- TASK INSTRUCTIONS -
All lines with the word "Drive" are to be found and copied from the listing.

#### AVAILABLE DATA

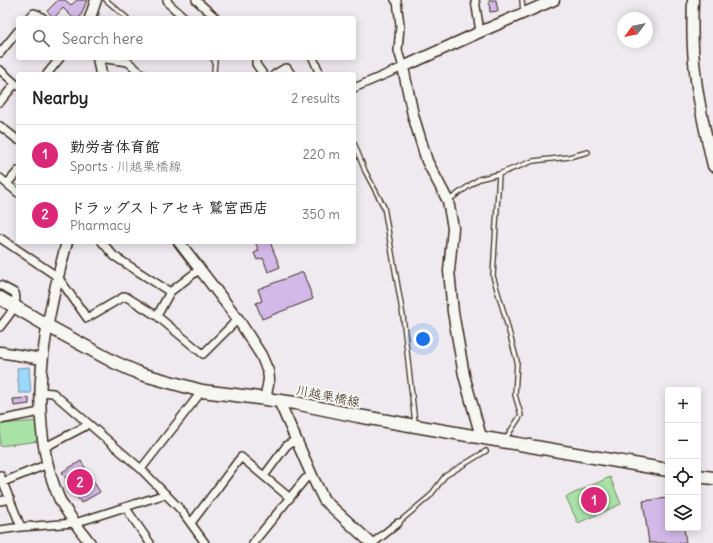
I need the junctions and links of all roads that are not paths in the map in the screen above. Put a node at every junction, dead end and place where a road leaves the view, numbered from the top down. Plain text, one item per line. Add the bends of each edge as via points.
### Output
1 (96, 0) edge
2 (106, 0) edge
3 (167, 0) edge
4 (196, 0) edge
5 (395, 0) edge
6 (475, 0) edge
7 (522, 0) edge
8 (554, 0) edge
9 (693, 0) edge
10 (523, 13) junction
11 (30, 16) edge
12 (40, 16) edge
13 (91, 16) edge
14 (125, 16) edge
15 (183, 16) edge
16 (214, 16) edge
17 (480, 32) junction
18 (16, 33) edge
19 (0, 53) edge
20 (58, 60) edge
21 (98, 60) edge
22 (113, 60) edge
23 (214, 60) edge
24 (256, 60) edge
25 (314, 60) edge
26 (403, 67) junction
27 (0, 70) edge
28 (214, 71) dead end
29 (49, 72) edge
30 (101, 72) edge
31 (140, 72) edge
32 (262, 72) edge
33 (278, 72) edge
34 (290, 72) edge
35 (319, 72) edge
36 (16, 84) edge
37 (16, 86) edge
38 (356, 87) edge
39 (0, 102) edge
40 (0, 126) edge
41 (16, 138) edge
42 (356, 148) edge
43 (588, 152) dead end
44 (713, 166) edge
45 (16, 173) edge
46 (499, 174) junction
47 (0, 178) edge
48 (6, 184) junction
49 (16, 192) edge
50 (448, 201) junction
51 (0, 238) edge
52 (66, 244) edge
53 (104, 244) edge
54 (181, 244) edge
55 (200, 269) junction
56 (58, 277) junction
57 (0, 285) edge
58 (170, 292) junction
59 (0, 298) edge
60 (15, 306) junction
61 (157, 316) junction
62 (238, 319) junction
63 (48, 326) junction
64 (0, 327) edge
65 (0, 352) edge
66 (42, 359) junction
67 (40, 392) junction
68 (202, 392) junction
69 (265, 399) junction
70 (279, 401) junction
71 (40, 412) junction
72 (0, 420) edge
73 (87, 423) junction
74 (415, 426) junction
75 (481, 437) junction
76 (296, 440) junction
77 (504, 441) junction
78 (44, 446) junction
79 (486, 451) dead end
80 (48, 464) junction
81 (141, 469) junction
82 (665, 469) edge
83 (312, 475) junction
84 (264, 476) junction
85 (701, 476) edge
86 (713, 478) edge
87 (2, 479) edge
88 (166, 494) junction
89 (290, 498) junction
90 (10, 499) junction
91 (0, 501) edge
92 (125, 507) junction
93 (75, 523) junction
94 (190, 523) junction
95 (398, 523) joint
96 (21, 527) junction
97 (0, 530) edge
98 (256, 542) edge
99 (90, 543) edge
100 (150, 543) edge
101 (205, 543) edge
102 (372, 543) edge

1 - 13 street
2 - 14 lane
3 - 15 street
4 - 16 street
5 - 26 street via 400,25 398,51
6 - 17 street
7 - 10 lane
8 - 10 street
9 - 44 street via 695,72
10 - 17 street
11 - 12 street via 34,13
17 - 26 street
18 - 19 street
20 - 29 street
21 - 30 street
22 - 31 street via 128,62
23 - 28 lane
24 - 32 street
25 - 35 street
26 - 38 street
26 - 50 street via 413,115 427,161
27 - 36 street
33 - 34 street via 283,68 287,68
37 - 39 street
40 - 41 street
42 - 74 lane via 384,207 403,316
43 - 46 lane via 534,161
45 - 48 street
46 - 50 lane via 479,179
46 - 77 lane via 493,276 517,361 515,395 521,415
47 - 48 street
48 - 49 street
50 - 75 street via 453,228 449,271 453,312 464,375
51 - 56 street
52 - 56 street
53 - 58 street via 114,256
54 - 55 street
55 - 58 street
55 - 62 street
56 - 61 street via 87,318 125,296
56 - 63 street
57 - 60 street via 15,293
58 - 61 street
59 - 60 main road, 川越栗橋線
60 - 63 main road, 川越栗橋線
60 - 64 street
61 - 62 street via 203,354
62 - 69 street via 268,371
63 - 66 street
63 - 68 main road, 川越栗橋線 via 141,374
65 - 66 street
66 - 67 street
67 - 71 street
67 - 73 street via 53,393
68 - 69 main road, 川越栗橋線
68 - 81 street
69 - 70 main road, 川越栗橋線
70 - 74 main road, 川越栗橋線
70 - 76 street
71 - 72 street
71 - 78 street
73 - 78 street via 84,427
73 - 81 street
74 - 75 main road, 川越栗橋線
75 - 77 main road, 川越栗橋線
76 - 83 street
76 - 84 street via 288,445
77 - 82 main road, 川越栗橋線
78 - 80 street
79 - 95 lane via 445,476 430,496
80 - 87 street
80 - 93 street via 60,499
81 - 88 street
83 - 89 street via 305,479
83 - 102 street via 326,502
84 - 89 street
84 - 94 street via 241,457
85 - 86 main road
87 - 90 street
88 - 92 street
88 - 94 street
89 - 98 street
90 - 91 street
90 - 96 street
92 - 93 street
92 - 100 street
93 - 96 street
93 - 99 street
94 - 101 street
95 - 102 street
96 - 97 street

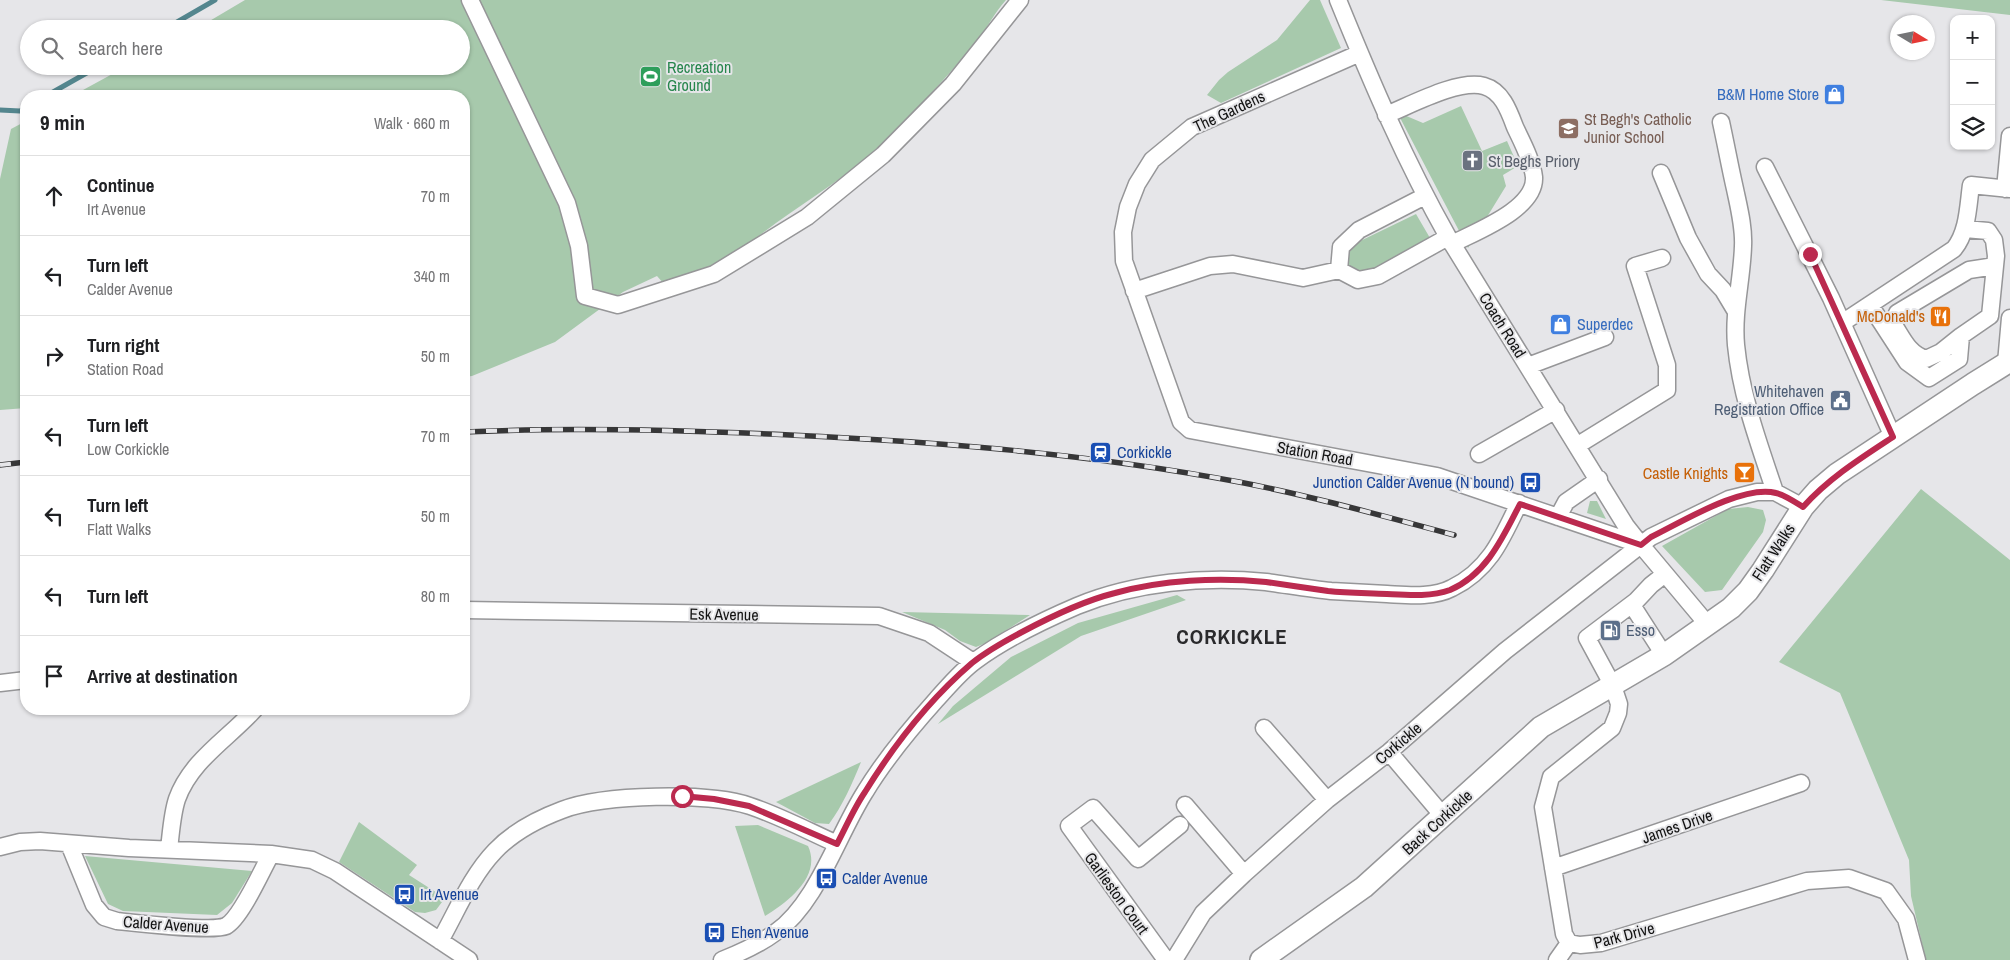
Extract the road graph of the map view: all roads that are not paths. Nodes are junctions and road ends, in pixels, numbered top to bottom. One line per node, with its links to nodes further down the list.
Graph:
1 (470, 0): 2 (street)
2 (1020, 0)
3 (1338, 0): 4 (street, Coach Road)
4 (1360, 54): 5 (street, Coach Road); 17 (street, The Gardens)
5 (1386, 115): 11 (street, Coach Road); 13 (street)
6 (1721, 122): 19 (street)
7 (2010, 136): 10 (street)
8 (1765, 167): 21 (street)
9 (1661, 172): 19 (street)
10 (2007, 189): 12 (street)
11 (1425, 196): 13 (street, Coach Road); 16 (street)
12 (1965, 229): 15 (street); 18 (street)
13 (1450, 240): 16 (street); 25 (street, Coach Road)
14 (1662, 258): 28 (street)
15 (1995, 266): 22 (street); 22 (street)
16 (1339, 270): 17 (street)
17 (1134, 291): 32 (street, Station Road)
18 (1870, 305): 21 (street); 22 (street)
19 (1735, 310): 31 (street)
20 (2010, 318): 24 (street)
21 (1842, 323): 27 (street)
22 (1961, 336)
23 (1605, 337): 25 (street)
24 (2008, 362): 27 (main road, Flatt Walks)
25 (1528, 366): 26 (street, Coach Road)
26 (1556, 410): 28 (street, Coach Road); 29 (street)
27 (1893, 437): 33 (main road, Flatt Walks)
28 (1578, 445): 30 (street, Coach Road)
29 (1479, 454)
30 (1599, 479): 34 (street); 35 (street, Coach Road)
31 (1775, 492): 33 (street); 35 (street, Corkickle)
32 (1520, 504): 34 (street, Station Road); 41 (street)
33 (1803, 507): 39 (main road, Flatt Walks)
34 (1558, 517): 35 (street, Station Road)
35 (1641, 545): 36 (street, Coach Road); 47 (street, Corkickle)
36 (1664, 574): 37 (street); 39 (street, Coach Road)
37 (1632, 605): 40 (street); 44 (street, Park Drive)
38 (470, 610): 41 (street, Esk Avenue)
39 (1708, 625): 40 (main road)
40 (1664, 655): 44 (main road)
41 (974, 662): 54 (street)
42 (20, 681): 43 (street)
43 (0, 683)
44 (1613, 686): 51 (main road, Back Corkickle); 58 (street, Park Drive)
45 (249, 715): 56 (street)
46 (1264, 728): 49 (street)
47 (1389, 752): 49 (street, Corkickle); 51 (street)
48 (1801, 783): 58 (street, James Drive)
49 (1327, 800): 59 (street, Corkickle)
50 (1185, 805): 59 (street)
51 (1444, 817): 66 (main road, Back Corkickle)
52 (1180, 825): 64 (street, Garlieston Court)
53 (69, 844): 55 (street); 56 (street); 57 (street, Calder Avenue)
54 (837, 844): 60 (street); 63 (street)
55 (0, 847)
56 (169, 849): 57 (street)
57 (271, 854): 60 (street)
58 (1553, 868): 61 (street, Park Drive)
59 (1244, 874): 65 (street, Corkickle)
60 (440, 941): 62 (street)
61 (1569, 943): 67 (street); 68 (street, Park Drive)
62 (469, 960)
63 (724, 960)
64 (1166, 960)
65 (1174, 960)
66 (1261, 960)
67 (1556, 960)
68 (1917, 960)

########

- TASK RESPONSE -
37 (1632, 605): 40 (street); 44 (street, Park Drive)
44 (1613, 686): 51 (main road, Back Corkickle); 58 (street, Park Drive)
48 (1801, 783): 58 (street, James Drive)
58 (1553, 868): 61 (street, Park Drive)
61 (1569, 943): 67 (street); 68 (street, Park Drive)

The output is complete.